#### Task objective:
In the data that follows, each entry is to be restated exactly.

#### Record extracts:
※

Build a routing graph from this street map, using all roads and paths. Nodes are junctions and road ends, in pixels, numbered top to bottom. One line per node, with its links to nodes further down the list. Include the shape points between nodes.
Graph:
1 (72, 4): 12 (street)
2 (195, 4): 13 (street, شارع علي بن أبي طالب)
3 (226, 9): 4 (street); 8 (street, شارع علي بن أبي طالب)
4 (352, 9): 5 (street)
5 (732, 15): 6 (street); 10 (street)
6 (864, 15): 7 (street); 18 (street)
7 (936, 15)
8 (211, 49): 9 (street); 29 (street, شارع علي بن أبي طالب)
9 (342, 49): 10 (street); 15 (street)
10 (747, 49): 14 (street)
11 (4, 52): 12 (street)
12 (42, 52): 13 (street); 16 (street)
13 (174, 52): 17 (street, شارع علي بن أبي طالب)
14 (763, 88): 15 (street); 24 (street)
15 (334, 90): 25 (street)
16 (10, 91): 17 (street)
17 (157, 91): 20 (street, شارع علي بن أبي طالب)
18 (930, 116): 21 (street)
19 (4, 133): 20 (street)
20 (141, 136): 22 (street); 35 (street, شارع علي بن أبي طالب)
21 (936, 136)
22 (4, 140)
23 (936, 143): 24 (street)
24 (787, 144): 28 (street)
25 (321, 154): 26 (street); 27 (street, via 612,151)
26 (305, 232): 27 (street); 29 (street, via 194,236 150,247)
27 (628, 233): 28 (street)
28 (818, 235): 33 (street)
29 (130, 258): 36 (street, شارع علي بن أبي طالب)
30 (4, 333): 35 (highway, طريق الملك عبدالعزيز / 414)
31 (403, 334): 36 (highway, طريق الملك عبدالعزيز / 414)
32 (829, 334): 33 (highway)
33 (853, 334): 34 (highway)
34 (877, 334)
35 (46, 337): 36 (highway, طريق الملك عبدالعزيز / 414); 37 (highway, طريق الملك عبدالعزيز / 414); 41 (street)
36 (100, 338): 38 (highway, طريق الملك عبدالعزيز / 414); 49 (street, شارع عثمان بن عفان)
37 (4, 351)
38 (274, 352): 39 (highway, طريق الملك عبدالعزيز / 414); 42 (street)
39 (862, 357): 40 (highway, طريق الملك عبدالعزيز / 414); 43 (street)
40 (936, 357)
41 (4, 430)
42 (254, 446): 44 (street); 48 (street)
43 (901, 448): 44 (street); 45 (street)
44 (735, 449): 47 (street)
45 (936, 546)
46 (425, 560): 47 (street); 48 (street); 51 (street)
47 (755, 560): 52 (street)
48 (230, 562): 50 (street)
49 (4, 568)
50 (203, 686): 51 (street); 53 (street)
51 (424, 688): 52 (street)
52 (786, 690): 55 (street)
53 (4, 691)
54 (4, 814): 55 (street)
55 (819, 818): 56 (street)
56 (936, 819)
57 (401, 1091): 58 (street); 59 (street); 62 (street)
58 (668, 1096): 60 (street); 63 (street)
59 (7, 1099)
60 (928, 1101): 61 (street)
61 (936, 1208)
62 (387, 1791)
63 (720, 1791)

※

#### Response to the exercise:
Build a routing graph from this street map, using all roads and paths. Nodes are junctions and road ends, in pixels, numbered top to bottom. One line per node, with its links to nodes further down the list. Include the shape points between nodes.
Graph:
1 (72, 4): 12 (street)
2 (195, 4): 13 (street, شارع علي بن أبي طالب)
3 (226, 9): 4 (street); 8 (street, شارع علي بن أبي طالب)
4 (352, 9): 5 (street)
5 (732, 15): 6 (street); 10 (street)
6 (864, 15): 7 (street); 18 (street)
7 (936, 15)
8 (211, 49): 9 (street); 29 (street, شارع علي بن أبي طالب)
9 (342, 49): 10 (street); 15 (street)
10 (747, 49): 14 (street)
11 (4, 52): 12 (street)
12 (42, 52): 13 (street); 16 (street)
13 (174, 52): 17 (street, شارع علي بن أبي طالب)
14 (763, 88): 15 (street); 24 (street)
15 (334, 90): 25 (street)
16 (10, 91): 17 (street)
17 (157, 91): 20 (street, شارع علي بن أبي طالب)
18 (930, 116): 21 (street)
19 (4, 133): 20 (street)
20 (141, 136): 22 (street); 35 (street, شارع علي بن أبي طالب)
21 (936, 136)
22 (4, 140)
23 (936, 143): 24 (street)
24 (787, 144): 28 (street)
25 (321, 154): 26 (street); 27 (street, via 612,151)
26 (305, 232): 27 (street); 29 (street, via 194,236 150,247)
27 (628, 233): 28 (street)
28 (818, 235): 33 (street)
29 (130, 258): 36 (street, شارع علي بن أبي طالب)
30 (4, 333): 35 (highway, طريق الملك عبدالعزيز / 414)
31 (403, 334): 36 (highway, طريق الملك عبدالعزيز / 414)
32 (829, 334): 33 (highway)
33 (853, 334): 34 (highway)
34 (877, 334)
35 (46, 337): 36 (highway, طريق الملك عبدالعزيز / 414); 37 (highway, طريق الملك عبدالعزيز / 414); 41 (street)
36 (100, 338): 38 (highway, طريق الملك عبدالعزيز / 414); 49 (street, شارع عثمان بن عفان)
37 (4, 351)
38 (274, 352): 39 (highway, طريق الملك عبدالعزيز / 414); 42 (street)
39 (862, 357): 40 (highway, طريق الملك عبدالعزيز / 414); 43 (street)
40 (936, 357)
41 (4, 430)
42 (254, 446): 44 (street); 48 (street)
43 (901, 448): 44 (street); 45 (street)
44 (735, 449): 47 (street)
45 (936, 546)
46 (425, 560): 47 (street); 48 (street); 51 (street)
47 (755, 560): 52 (street)
48 (230, 562): 50 (street)
49 (4, 568)
50 (203, 686): 51 (street); 53 (street)
51 (424, 688): 52 (street)
52 (786, 690): 55 (street)
53 (4, 691)
54 (4, 814): 55 (street)
55 (819, 818): 56 (street)
56 (936, 819)
57 (401, 1091): 58 (street); 59 (street); 62 (street)
58 (668, 1096): 60 (street); 63 (street)
59 (7, 1099)
60 (928, 1101): 61 (street)
61 (936, 1208)
62 (387, 1791)
63 (720, 1791)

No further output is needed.